##### THE DATA

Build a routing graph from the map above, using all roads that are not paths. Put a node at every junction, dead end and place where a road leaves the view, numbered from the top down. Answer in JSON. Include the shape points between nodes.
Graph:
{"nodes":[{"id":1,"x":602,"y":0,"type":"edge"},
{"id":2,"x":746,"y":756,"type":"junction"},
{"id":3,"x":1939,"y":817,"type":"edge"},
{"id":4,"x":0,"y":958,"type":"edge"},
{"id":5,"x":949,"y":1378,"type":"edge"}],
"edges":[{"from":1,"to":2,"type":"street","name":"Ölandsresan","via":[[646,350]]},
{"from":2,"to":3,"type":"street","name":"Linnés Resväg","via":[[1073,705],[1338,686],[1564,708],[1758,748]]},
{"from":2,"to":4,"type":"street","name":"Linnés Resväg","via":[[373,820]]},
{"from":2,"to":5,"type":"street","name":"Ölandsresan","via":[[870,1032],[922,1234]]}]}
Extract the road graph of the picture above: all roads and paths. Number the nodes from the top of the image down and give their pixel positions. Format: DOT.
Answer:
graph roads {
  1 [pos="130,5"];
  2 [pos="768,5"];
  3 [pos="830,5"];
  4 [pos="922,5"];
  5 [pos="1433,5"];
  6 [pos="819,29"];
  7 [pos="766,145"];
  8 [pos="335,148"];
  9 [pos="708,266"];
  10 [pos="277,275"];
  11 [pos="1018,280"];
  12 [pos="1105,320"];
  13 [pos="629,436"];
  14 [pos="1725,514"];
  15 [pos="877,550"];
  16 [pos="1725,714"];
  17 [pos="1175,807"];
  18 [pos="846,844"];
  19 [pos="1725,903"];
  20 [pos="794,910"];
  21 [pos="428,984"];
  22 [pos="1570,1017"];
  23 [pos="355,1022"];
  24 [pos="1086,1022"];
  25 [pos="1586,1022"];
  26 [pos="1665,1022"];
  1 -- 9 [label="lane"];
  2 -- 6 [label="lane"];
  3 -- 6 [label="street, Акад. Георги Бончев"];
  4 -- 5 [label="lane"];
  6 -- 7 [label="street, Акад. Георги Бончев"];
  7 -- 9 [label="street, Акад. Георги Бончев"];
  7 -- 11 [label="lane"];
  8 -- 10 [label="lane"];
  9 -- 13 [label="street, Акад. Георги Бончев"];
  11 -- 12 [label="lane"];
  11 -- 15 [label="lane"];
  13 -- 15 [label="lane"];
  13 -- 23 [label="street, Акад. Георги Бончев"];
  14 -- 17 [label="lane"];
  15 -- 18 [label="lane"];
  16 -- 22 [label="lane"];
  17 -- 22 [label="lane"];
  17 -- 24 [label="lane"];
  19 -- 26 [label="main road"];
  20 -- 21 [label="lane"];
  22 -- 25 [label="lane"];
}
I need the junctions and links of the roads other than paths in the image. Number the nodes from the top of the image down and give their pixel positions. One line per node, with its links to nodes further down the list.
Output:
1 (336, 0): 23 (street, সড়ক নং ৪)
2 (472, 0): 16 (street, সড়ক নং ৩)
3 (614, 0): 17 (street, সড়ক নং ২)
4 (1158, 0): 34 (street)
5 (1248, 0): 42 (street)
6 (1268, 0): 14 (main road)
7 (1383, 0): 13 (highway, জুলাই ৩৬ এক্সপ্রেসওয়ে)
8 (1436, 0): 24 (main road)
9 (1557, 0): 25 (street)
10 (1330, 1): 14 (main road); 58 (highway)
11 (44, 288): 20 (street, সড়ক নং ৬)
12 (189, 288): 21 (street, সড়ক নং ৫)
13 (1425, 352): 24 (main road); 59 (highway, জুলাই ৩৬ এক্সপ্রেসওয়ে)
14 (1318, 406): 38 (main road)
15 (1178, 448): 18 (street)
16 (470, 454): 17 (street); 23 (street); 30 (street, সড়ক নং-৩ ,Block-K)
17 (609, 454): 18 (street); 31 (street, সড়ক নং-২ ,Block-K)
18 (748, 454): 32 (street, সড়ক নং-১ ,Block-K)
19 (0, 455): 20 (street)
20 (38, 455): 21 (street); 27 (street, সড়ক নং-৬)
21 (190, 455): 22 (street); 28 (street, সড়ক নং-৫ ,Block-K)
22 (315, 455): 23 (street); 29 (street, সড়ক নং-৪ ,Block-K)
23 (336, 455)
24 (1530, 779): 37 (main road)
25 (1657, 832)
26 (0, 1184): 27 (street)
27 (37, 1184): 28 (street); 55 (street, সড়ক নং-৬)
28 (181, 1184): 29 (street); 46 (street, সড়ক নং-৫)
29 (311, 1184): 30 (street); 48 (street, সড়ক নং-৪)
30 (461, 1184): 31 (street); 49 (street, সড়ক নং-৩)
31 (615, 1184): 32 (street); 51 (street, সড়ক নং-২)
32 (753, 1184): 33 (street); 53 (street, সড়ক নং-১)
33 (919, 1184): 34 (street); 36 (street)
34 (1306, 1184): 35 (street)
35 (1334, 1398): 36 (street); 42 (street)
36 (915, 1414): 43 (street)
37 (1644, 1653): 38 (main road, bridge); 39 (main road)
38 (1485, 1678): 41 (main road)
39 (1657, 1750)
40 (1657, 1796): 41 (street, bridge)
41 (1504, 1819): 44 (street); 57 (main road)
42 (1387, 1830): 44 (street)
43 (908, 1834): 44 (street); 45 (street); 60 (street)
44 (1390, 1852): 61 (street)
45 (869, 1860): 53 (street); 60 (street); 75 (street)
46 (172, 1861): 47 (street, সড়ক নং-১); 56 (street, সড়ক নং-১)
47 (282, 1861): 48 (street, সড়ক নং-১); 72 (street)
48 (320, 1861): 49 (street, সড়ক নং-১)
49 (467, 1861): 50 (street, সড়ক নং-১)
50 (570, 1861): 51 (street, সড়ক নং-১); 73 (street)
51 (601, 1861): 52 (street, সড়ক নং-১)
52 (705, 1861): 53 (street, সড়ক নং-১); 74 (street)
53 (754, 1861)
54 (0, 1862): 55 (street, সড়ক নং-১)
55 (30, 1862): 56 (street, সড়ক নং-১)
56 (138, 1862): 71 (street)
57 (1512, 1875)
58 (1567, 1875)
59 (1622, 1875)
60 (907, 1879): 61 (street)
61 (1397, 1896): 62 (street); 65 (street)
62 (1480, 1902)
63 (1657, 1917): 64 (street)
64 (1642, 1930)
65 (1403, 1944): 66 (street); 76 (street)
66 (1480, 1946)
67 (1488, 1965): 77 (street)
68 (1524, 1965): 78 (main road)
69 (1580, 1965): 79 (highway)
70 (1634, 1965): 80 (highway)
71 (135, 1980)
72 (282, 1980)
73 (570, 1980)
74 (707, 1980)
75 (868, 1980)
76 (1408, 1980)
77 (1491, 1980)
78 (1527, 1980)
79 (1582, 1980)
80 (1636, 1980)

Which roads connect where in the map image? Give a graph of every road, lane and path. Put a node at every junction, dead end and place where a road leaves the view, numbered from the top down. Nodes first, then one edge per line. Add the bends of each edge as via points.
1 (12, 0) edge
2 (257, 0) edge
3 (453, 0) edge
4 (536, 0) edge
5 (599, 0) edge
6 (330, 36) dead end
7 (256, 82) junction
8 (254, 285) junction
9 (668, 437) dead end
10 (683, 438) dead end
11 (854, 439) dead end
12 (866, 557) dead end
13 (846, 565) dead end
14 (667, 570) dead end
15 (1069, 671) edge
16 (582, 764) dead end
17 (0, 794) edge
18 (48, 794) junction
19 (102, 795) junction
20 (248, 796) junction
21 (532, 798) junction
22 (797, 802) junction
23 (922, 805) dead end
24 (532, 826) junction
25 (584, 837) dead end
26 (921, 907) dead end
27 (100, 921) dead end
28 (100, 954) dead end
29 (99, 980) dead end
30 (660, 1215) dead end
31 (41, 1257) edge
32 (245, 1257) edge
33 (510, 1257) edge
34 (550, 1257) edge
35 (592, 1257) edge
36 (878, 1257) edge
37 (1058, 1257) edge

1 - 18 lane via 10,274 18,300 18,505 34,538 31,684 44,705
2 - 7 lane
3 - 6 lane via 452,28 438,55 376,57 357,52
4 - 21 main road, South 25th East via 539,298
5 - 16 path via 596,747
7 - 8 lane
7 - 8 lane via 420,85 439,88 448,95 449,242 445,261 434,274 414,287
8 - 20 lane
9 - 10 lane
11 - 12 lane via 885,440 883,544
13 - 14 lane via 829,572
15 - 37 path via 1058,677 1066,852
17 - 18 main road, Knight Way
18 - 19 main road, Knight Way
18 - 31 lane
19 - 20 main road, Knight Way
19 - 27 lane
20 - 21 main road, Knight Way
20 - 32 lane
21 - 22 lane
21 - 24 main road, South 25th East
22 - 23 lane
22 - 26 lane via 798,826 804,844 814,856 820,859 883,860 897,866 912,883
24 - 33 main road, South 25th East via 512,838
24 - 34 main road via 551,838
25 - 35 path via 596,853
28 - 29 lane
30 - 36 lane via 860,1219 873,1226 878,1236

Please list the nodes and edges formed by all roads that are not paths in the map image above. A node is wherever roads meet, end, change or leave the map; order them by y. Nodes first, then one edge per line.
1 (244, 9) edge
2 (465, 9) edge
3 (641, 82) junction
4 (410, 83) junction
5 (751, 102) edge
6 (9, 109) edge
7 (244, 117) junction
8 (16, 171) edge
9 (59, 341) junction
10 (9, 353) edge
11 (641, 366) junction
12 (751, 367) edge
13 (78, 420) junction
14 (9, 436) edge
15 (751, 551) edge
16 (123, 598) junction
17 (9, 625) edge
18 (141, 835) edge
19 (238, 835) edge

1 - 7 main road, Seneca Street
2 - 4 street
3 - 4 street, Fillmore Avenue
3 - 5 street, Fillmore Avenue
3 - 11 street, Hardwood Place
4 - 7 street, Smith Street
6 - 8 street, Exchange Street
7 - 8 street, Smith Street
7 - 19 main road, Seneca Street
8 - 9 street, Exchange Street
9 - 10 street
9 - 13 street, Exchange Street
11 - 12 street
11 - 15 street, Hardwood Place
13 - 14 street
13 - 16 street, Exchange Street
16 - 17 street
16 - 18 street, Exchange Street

##########

**PROBLEM DESCRIPTION**
Count how many lines of the data include the word "East". Your reply should be that number alone.

**SOLUTION**
3